Activity
Show every line in the records below that contains the word "كامل".

[Saved data entries]

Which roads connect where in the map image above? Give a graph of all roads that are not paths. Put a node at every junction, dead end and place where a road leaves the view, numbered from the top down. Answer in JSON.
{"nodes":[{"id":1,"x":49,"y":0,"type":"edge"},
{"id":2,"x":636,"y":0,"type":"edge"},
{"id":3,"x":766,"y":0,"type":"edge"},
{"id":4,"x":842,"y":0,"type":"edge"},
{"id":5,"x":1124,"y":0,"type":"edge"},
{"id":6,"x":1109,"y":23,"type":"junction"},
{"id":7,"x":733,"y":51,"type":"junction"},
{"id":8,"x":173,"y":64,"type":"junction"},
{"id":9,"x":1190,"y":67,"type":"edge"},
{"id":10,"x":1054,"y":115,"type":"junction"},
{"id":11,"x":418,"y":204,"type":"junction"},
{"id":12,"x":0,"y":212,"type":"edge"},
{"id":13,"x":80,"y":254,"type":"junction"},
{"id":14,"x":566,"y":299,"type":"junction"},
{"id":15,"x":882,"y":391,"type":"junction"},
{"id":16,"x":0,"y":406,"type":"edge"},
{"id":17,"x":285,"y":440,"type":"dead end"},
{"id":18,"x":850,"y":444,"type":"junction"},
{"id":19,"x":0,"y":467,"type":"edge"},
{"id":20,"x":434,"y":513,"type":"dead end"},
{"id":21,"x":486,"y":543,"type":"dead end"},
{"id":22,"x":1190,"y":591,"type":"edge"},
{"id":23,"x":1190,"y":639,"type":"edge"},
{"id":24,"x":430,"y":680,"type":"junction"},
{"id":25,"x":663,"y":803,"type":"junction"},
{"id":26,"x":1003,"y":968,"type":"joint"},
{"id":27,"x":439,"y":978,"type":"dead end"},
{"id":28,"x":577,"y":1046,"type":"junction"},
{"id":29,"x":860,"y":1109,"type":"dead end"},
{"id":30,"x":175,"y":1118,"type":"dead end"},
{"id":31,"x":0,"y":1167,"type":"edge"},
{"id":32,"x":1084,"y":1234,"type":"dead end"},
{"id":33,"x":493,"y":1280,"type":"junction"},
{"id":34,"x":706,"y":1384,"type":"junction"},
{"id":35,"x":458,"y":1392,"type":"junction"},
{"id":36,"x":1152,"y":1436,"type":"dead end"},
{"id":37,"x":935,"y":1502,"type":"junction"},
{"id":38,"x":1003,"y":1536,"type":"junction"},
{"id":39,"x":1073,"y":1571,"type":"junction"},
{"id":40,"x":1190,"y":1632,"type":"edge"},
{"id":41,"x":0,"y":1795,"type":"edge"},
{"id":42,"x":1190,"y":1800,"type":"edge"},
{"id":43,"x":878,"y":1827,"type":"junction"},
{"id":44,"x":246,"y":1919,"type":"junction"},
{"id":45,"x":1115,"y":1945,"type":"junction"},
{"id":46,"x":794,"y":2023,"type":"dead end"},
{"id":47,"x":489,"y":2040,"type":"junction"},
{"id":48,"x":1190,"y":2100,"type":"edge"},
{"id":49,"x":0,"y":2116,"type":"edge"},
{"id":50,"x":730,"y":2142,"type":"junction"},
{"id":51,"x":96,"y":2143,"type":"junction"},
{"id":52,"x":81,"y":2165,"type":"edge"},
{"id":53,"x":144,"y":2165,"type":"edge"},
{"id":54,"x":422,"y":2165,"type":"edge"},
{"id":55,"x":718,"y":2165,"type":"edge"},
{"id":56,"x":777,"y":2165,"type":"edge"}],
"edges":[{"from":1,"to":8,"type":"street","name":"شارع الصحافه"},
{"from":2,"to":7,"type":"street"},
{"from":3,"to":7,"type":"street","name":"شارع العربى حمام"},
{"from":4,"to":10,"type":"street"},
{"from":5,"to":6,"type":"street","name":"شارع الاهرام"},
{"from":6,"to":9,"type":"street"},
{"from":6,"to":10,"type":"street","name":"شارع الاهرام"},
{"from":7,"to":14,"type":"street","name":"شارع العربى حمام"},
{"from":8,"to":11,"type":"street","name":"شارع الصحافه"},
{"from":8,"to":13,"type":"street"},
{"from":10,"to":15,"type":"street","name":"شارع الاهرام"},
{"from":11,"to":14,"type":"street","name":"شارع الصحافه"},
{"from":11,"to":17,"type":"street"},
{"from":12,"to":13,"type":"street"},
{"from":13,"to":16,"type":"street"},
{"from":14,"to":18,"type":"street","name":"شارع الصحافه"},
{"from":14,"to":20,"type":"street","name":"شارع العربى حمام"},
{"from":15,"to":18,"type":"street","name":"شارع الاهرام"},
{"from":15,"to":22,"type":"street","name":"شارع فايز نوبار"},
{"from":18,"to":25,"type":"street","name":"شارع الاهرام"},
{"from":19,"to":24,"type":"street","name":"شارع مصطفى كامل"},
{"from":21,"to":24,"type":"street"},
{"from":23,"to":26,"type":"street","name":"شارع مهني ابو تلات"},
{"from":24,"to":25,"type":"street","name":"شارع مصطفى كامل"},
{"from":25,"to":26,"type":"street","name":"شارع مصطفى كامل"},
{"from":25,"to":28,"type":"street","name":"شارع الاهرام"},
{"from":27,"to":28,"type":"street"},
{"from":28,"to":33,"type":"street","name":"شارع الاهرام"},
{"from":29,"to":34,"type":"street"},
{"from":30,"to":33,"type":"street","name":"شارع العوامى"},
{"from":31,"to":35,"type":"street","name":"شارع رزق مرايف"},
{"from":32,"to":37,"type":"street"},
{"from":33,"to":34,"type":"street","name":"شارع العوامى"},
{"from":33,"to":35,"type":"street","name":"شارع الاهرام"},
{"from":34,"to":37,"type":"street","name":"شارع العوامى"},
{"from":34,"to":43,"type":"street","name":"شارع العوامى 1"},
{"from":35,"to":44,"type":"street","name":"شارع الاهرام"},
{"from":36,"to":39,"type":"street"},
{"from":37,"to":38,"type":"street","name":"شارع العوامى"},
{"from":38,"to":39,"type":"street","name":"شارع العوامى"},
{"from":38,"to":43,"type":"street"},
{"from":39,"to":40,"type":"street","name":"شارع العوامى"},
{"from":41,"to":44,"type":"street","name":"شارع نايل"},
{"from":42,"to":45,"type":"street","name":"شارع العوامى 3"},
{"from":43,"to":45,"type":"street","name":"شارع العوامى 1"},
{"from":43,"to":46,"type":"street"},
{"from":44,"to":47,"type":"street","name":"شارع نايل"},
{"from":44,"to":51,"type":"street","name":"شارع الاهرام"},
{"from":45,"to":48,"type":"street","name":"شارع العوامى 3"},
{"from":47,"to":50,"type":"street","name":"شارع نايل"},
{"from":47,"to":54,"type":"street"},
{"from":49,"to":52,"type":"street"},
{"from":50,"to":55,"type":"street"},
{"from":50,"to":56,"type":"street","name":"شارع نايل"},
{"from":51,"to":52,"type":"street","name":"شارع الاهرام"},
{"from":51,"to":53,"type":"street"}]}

Answer to this problem
{"from":19,"to":24,"type":"street","name":"شارع مصطفى كامل"},
{"from":24,"to":25,"type":"street","name":"شارع مصطفى كامل"},
{"from":25,"to":26,"type":"street","name":"شارع مصطفى كامل"},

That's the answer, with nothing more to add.